It's not difficult to see how we got here. Every week it seems like there's a terrifying headline about how a drug bust seized enough fentanyl to kill the citizens of a city, state, or even a small country. (The Washington Post May 25, 2018; https://wapo.st/2IZV4rb.) Enough narcotics to kill 26,000,000 people?! That sounds bad.
The article noted that the Drug Enforcement Administration “has even warned law enforcement officers not to touch the white powdery substance or inhale it while on the job.” It stands to reason that our colleagues would be worried about the dangers of lapsing into a coma while on the job.

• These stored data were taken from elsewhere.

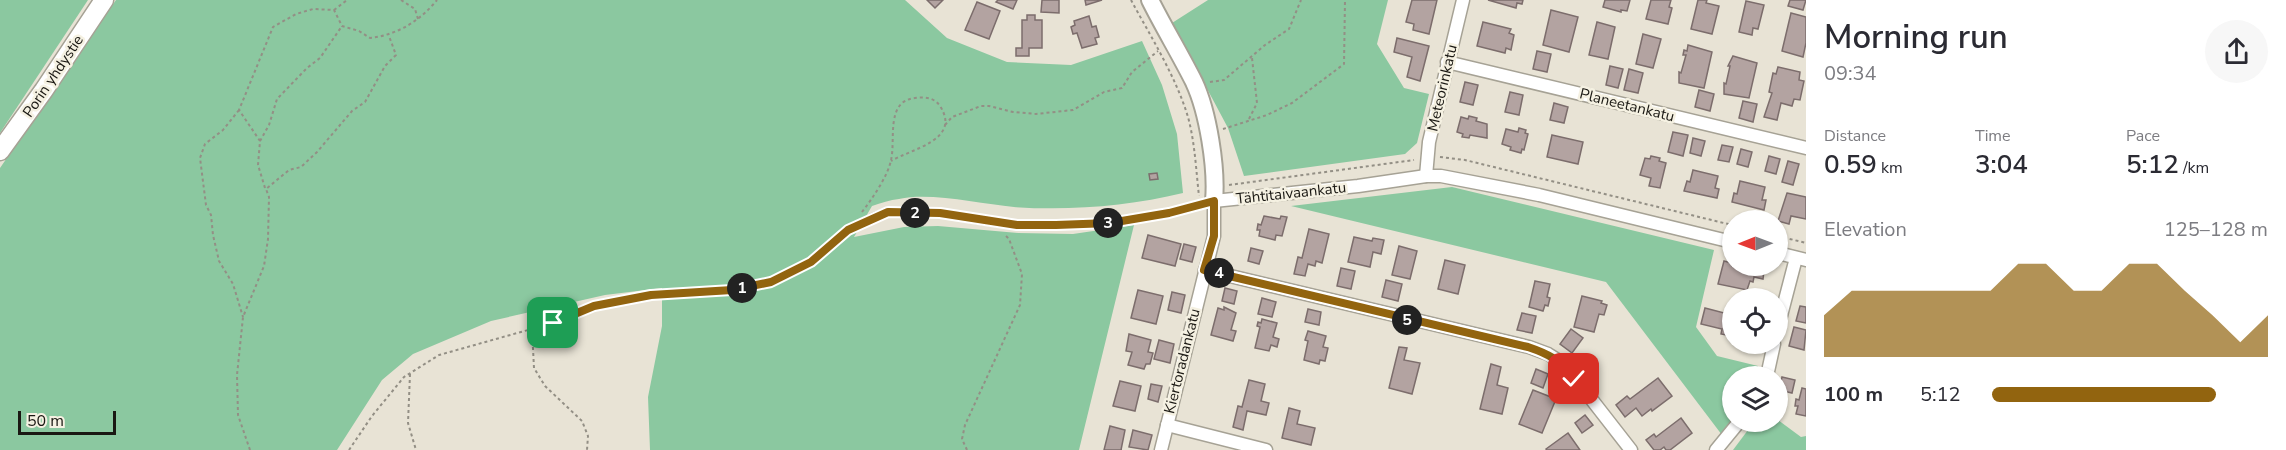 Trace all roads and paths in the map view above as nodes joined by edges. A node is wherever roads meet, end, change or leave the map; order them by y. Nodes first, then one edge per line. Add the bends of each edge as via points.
1 (104, 0) edge
2 (347, 0) edge
3 (401, 0) edge
4 (436, 0) edge
5 (1131, 0) edge
6 (1149, 0) edge
7 (1301, 0) edge
8 (1345, 0) edge
9 (1463, 0) edge
10 (334, 10) junction
11 (418, 19) junction
12 (342, 26) junction
13 (389, 36) junction
14 (1158, 51) junction
15 (1252, 58) junction
16 (1447, 62) junction
17 (1195, 84) junction
18 (239, 110) junction
19 (1247, 120) junction
20 (945, 125) junction
21 (1209, 131) junction
22 (260, 141) junction
23 (1806, 148) edge
24 (0, 151) edge
25 (891, 161) junction
26 (1426, 176) junction
27 (266, 189) junction
28 (1207, 203) junction
29 (993, 222) junction
30 (848, 230) junction
31 (1788, 238) edge
32 (1722, 240) edge
33 (1806, 243) edge
34 (1801, 259) edge
35 (1204, 270) junction
36 (1788, 297) edge
37 (243, 317) junction
38 (532, 329) junction
39 (410, 374) junction
40 (1167, 425) junction
41 (1731, 432) edge
42 (250, 450) edge
43 (349, 450) edge
44 (416, 450) edge
45 (587, 450) edge
46 (967, 450) edge
47 (1161, 450) edge
48 (1266, 450) edge
49 (1631, 450) edge
50 (1716, 450) edge

1 - 24 main road, Porin yhdystie
2 - 10 path
3 - 11 path via 415,9
4 - 11 path
5 - 14 path
6 - 17 street
7 - 15 path via 1289,29
8 - 19 path via 1344,64 1292,102
9 - 16 street, Meteorinkatu
10 - 12 path
10 - 18 path via 314,9 296,14 273,27
11 - 13 path
12 - 13 path via 370,38
12 - 22 path via 320,58 277,99
13 - 27 path via 396,55 385,66 365,102 301,167 289,170
14 - 20 path via 1132,72 1122,88 1104,92 1073,110 1036,114 981,106 952,117
14 - 28 path via 1177,86 1188,118
15 - 17 path via 1224,80
15 - 19 path via 1257,103
16 - 23 street, Planeetankatu
16 - 26 street, Meteorinkatu via 1429,142
17 - 21 street
18 - 22 path
18 - 37 path via 205,144 200,158 219,261 233,284
19 - 21 path
20 - 25 path via 932,143
20 - 25 path via 939,104 931,98 910,98 899,106 893,120
21 - 28 street via 1215,187
22 - 27 path via 258,165
25 - 30 path via 873,197
26 - 28 street, Tähtitaivaankatu
26 - 32 street, Tähtitaivaankatu via 1464,179 1539,195
27 - 37 path via 268,239 264,266
28 - 29 lane, Tähtitaivaankatu via 1110,223
28 - 35 street, Kiertoradankatu via 1214,236
29 - 30 lane, Tähtitaivaankatu via 940,213 888,212
29 - 46 path via 1009,239 1022,274 1020,305 964,425 962,439
30 - 38 path via 811,262 771,282 732,290 651,295 594,306
31 - 33 path
34 - 36 street
35 - 40 street, Kiertoradankatu
35 - 49 street via 1548,354 1564,364
37 - 42 path via 237,375 238,415
38 - 39 path via 439,355
38 - 45 path via 534,368 545,386 582,421 588,436
39 - 43 path via 372,416
39 - 44 path via 408,423
40 - 47 street, Kiertoradankatu
40 - 48 street
41 - 50 street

The idea of being forced into an accidental nap might sound lovely if you're a parent of young children, but this is an understandably undesirable outcome to the rest of the working world. The end result: Fentanyl is being banned from courtrooms, officers are wearing hazmat suits during drug busts, police departments are spending hundreds of thousands of dollars on portable fentanyl detection devices (at $46,000 a piece, you could supply every first responder in America with latex gloves), and seemingly endless reports of unwitting professionals nearly overdosing, only to be saved by a timely naloxone administration.
Thankfully, no law enforcement or first responder lives have been lost as a result of this growing crisis, but the fear is real and all too pervasive. The only problem? Accidental fentanyl overdose is not a thing. All those reports you've seen in the news? Not a single one has been verified by an actual toxicologist or physician.
Several cases described toxidromes that more closely resemble panic attacks or, to be more generous, potential methamphetamine exposure. In several others, the accidental overdose victim reported self-administering naloxone. As EPs, we can confidently say that if you can self-administer an opioid overdose reversal agent, then you weren't overdosing on opioids in the first place.
Fear of Accidental Harm
I happen to be lucky enough to be friends and colleagues with a brilliant clinical toxicologist, Joshua Radke, MD, whose pharmacokinetic knowledge is rivaled only by his spectacular red beard. I asked him if it was possible to overdose on fentanyl by touching it with intact skin. Dr. Radke said, “Nope, fentanyl isn't absorbed that way. That's why pharmaceutical companies had to spend years and millions of dollars developing a special patch to get fentanyl into the body through skin.”
What about these super-fentanyls we keep hearing about like carfentanil? Can that be absorbed through skin? That got another “nope” from Dr. Radke, who added, “It's more potent, but it's not magically more dangerous.”
Then what about breathing in fentanyl dust that's kicked up into the air? “Again, very unlikely for two reasons,” Dr. Radke said. “First, fentanyl has a low vapor pressure, which means it would be hard to have very much of it floating around in the air. Second, even if it were, you'd have to breathe it in for a really long time, like hours, to get a meaningful amount into your bloodstream.”
Last question: Is your amber mane really natural? It's almost impossible to believe it's not chemically enhanced. Said Dr. Radke: “It is 100 percent natural, and 1,000 percent magnificent.”
On the off chance that the words of my red-headed colleague don't have you completely convinced, here's a position statement from the American College of Medical Toxicology and the American Academy of Clinical Toxicology echoing exactly what Dr. Radke said but in more highfalutin language: “Fentanyl and its analogs are potent opioid receptor agonists, but the risk of clinically significant exposure to emergency responders is extremely low. To date, we have not seen reports of emergency responders developing signs or symptoms consistent with opioid toxicity from incidental contact with opioids.” (Clin Toxicol [Phila] 2018;56:297; http://bit.ly/2J1uSw7.)
As EPs, we have important partnerships with first responders and law enforcement, and a key part of our interaction should be education, especially when we're talking about a situation that is increasingly common and is subject to so much well-intentioned but incorrect information. Perhaps more importantly, we know the people who use and inject drugs are subject to tremendous stigma, inside and outside the hospital.
If first responders are afraid of touching patients who have actually overdosed and are in need of emergent reversal out of a misplaced fear of overdosing themselves, it puts this vulnerable population at further risk. The same is true for law enforcement—introducing fear of accidental bodily harm into what can already be a potentially fraught interaction is bad for everyone. Our colleagues in these fields have tough and sometimes scary jobs. If we can use our expertise and close ties to help minimize fear and misinformation, we'll be doing a service to our fellow professionals and to our future patients.